### Records to process
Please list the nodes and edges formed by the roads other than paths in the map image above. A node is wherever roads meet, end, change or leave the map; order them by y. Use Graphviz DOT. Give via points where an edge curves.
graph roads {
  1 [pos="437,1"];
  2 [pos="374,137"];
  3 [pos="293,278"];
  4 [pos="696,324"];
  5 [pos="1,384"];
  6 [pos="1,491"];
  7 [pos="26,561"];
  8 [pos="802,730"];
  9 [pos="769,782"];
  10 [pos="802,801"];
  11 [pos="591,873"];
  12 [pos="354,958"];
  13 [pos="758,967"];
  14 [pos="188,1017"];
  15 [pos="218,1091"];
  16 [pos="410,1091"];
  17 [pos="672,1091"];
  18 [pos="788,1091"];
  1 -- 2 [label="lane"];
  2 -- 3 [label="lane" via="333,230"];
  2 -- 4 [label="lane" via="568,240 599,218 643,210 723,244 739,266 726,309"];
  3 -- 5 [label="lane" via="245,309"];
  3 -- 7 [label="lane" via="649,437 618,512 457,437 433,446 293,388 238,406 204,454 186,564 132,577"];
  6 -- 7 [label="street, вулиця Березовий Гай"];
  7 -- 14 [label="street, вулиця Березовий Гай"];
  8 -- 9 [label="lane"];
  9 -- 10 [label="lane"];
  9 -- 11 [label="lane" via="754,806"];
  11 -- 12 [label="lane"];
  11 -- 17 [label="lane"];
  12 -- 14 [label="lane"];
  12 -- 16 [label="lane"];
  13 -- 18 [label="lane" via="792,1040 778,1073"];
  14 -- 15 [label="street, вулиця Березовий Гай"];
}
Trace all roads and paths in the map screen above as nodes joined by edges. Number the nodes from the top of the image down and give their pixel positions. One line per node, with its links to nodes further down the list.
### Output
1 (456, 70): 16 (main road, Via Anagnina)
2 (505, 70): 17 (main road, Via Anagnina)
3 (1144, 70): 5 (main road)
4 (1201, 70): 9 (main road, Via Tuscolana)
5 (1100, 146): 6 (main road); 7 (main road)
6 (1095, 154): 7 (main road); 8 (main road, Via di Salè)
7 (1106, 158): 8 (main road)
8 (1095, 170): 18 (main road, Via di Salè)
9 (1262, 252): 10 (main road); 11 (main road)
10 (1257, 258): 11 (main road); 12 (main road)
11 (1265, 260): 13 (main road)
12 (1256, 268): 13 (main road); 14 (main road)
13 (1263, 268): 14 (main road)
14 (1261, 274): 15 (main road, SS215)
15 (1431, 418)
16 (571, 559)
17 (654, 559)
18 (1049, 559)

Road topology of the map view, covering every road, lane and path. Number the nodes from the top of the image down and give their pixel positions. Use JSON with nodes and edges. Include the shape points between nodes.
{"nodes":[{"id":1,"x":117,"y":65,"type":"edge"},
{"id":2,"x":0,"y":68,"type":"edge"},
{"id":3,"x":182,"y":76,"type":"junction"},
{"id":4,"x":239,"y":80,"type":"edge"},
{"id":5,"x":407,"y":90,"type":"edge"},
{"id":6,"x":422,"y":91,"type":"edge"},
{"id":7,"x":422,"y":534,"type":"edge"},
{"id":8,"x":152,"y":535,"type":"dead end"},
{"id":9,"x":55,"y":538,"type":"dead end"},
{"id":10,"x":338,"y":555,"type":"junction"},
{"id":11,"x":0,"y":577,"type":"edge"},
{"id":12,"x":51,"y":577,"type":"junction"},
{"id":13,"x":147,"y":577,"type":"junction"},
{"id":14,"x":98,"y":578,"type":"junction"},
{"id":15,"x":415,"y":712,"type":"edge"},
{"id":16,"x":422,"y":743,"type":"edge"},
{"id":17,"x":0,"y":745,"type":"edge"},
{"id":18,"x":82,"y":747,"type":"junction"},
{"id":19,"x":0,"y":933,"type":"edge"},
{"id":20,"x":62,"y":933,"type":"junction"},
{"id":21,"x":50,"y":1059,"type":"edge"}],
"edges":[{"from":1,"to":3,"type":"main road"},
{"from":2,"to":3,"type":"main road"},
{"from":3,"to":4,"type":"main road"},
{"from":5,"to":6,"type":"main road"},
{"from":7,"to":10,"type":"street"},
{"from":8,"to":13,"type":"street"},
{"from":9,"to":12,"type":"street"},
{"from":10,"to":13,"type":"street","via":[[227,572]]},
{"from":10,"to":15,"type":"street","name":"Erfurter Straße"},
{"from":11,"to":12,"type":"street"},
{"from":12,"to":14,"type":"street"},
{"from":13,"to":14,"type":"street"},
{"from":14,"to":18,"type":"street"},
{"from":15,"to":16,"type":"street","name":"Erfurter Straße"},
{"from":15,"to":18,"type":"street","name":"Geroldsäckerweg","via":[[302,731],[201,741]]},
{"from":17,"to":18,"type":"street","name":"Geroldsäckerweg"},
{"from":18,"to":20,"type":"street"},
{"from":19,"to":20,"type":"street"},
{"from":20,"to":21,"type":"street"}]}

### Exercise description
Return all lines from the data that include the string "list".

### Task output
Please list the nodes and edges formed by the roads other than paths in the map image above. A node is wherever roads meet, end, change or leave the map; order them by y. Use Graphviz DOT. Give via points where an edge curves.
Trace all roads and paths in the map screen above as nodes joined by edges. Number the nodes from the top of the image down and give their pixel positions. One line per node, with its links to nodes further down the list.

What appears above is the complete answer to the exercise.